Jean MALAVOY (1903-1945)

Publié dans Annales des Mines, Août 1953.

Citation à l'ordre de la Nation

Le Président du Conseil des Ministres cite à l'ordre de la Nation :
M. MALAVOY Jean, Ingénieur en Chef des Mines, Chef de l'Arrondissement minéralogique de Rouen, pour les motifs suivants :

Créateur en Afrique occidentale française du service des mines et du service géologique. Pendant l'occupation a mis toute son intelligence, son énergie et son inlassable dévouement au service de la Résistance. Affilié au réseau Johnny, a recueilli de précieux renseignements, notamment sur une base de sous-marins voisine du Havre. Arrêté par la Gestapo le 3 mars 1942 et déporté au camp de Mauthausen, a continué à servir sa patrie par tous les moyens et réussi à entretenir des contacts permanents avec les services de renseignements extérieurs au camp de concentration. A fait par sa conduite l'admiration de ses compagnons. Transféré au camp de représailles de Gusen, il fut astreint aux travaux les plus pénibles et y fut exécuté le 13 février 1945.

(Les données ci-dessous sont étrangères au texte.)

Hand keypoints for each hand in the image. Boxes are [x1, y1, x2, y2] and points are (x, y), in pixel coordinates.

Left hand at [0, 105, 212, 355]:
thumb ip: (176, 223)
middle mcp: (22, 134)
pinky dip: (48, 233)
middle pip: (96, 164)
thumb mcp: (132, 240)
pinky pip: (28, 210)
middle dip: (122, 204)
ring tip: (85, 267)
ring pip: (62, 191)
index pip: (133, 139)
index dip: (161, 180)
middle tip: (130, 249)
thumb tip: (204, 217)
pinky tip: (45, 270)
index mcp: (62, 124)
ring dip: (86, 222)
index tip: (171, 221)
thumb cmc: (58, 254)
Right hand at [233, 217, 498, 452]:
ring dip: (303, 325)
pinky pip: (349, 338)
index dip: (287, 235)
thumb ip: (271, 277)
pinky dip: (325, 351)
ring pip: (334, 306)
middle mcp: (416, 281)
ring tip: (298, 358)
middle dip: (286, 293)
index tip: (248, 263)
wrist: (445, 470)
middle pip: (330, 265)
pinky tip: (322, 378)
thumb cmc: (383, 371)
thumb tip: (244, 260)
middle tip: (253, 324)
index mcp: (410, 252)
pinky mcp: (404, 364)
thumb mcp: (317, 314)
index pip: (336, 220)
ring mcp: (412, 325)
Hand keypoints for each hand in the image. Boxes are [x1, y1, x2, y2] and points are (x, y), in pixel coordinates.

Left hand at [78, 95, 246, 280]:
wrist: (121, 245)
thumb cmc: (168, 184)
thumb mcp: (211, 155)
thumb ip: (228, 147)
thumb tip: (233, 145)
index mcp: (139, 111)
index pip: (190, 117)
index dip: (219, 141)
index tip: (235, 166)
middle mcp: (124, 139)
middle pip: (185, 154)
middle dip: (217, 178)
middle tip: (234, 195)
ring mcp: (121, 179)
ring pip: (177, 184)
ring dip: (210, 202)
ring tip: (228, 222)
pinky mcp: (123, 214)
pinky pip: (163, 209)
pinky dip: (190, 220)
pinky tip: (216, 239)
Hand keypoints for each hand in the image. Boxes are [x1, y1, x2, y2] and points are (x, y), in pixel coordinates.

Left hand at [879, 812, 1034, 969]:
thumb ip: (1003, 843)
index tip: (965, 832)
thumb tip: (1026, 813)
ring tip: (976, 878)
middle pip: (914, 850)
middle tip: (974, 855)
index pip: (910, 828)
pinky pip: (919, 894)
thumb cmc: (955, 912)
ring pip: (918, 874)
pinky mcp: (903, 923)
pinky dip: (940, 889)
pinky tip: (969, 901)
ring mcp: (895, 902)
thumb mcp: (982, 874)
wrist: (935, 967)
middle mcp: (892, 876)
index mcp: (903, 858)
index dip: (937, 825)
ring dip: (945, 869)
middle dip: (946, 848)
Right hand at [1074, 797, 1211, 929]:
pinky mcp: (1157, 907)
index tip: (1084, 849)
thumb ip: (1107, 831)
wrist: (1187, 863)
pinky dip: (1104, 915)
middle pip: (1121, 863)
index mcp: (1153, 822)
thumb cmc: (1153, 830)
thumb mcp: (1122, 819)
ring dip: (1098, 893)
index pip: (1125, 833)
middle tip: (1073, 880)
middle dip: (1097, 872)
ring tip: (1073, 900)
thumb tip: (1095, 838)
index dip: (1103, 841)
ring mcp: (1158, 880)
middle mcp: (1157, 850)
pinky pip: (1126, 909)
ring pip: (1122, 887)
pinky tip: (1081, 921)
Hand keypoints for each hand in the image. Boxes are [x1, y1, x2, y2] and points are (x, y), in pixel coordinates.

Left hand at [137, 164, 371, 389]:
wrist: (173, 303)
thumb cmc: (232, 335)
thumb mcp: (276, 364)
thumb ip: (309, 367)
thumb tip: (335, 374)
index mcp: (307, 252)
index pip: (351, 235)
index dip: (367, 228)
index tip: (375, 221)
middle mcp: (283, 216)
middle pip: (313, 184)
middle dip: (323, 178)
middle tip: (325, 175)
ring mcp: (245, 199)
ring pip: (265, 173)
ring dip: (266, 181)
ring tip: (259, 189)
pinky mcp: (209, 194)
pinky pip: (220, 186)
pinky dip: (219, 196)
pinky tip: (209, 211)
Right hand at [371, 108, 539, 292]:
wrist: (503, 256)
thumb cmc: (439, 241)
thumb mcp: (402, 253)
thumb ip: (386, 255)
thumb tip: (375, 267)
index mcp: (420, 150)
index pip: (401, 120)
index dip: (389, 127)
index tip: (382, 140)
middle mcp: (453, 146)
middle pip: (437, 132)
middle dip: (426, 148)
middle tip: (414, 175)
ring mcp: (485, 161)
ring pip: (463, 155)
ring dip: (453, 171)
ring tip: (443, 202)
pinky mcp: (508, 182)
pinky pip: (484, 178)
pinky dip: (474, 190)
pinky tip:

Fait à Paris, le 14 février 1947.
Paul RAMADIER.

Par le Président du Conseil des Ministres :
Le Ministre de la Production industrielle,
Robert LACOSTE.

IN MEMORIAM
Jean MALAVOY (1903-1945)
Ingénieur en chef des mines mort pour la France

PAR P. NIEWENGLOWSKI, INSPECTEUR GÉNÉRAL DES MINES

Le Corps des Mines avait déjà payé un lourd tribut à la libération de la France lorsqu'il apprit que Jean Malavoy ne reviendrait pas du camp de concentration où il avait été déporté. La consternation fut grande, la déception d'autant plus cruelle que des renseignements inexacts avaient représenté notre pauvre camarade comme vivant, et même bien portant, au moment de la délivrance du camp par les Armées alliées. On espérait que le retard de son retour était dû à des difficultés de transport. La découverte de la date de son décès - 13 février 1945 - dans les registres du camp de Mauthausen mit brutalement fin à cet espoir.

Né à Rochefort le 7 novembre 1903, le fils de l'amiral Malavoy se passionnait pour les récits de voyages maritimes. La vision du large hantait ses rêves d'enfant; et toute sa vie il a conservé, avec le goût du risque et de la découverte, la nostalgie des vastes espaces.

Il fit ses études dans de multiples lycées, suivant les résidences et les embarquements de son père, à Rochefort, à Toulon, à Ajaccio, à Paris, de nouveau à Rochefort, puis à Paris où il fit ses mathématiques spéciales à Henri-IV, sans souffrir de tous ces changements qui auraient désorienté un élève ordinaire. Partout il fut très bien noté, sauf dans un seul lycée où le proviseur affirma à la famille que ce futur major de sortie de Polytechnique n'arriverait jamais à rien. A quatorze ans et demi, il passe le baccalauréat avec dispense d'âge. A seize ans et demi, il est admissible avec le n° 1 à l'Ecole Navale, où l'attirent ses goûts, mais dont sa myopie lui interdit l'entrée. A dix-sept ans et demi, il est reçu à la fois à l'Ecole normale supérieure et à Polytechnique. Il opta pour cette dernière école où il entra le plus jeune de sa promotion. Il y eut comme voisin de salle Honoré d'Estienne d'Orves qui fut un des premiers chefs et des premiers martyrs de la Résistance. Dans la grande salle d'étude de la rue Lhomond, il montra sa ténacité et sa force de caractère, ainsi qu'une rare puissance d'abstraction, en travaillant, seul bottier, au milieu de camarades qui se détendaient bruyamment de la contrainte des amphis, étudiaient le calcul des probabilités dans les combinaisons des jeux de cartes et la mécanique appliquée dans le lancement des balles de tennis. Après de brillants examens, il sortit deuxième major de sa demi-promotion, et il entra à l'Ecole des Mines.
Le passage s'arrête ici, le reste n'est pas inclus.